Our study has many strengths. The study sample comprised a large well-characterized clinical cohort with over 15 years follow-up. We obtained high-quality assays using the validated Nanostring platform. In addition, we used rigorous statistical approaches for identifying miRNA hits, model development, and comparison.

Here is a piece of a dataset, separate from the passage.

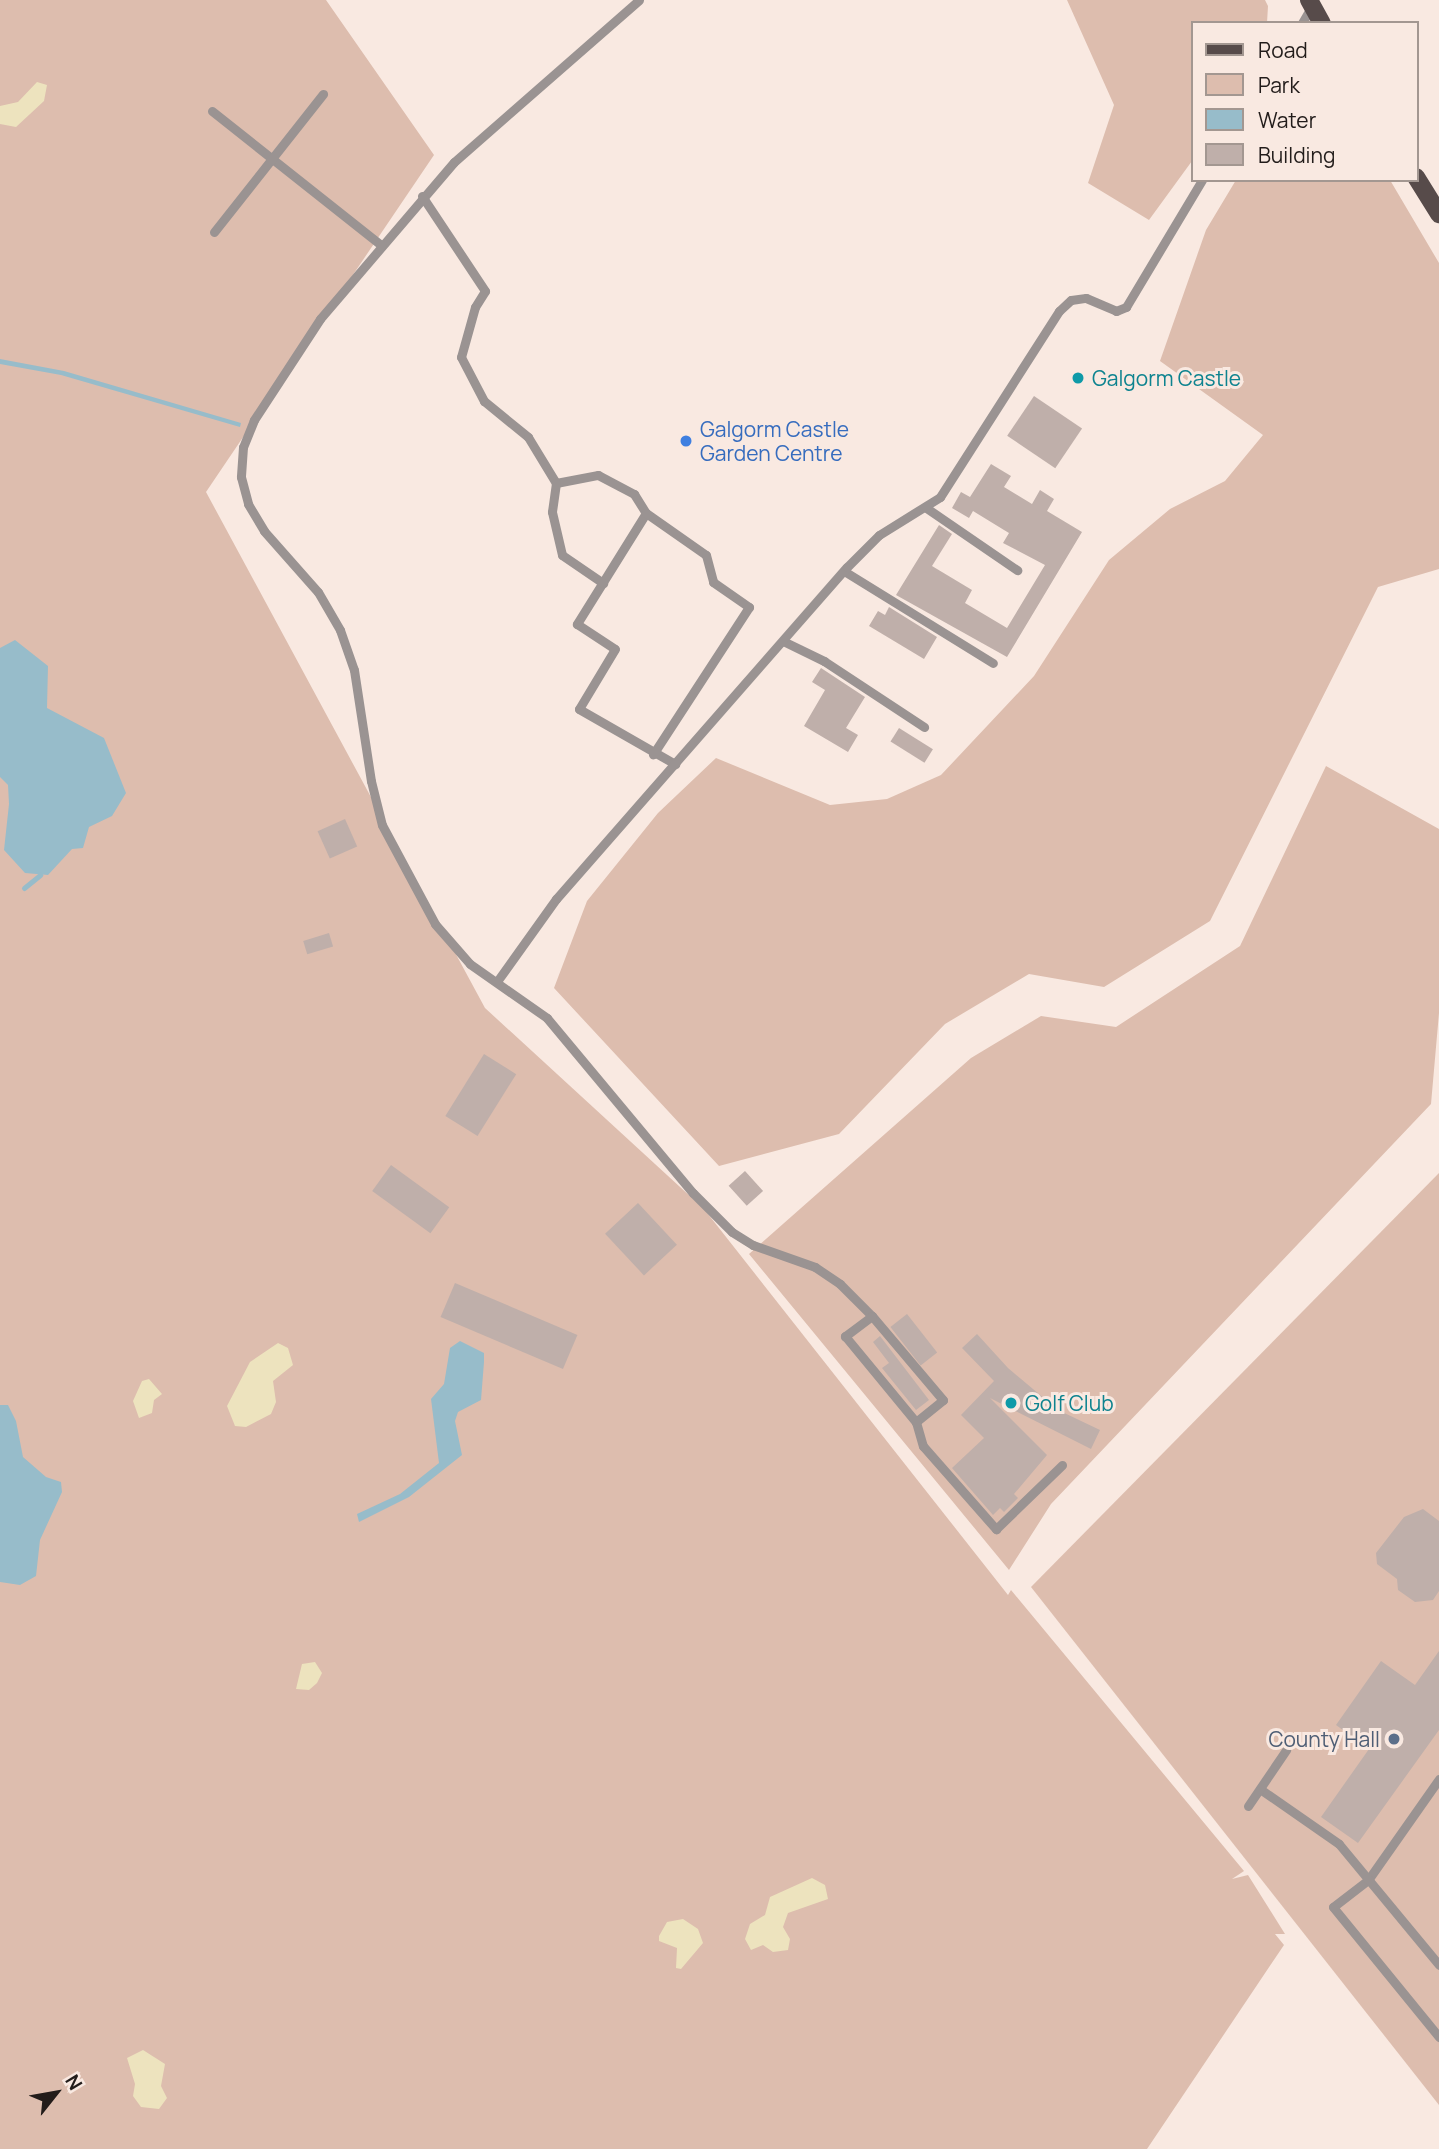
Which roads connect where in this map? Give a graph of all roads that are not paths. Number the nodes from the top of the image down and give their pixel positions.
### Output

First, rather than using multiple testing correction, we used stringent external validation, and only considered miRNAs significant if they were also prognostic in the TCGA dataset. This should enhance reproducibility of our results, and reduce the chance of spurious findings. Second, we used cross-validated penalized regression methods for unbiased variable selection in our statistical models, which allows discovery of new features while at the same time reducing overfitting.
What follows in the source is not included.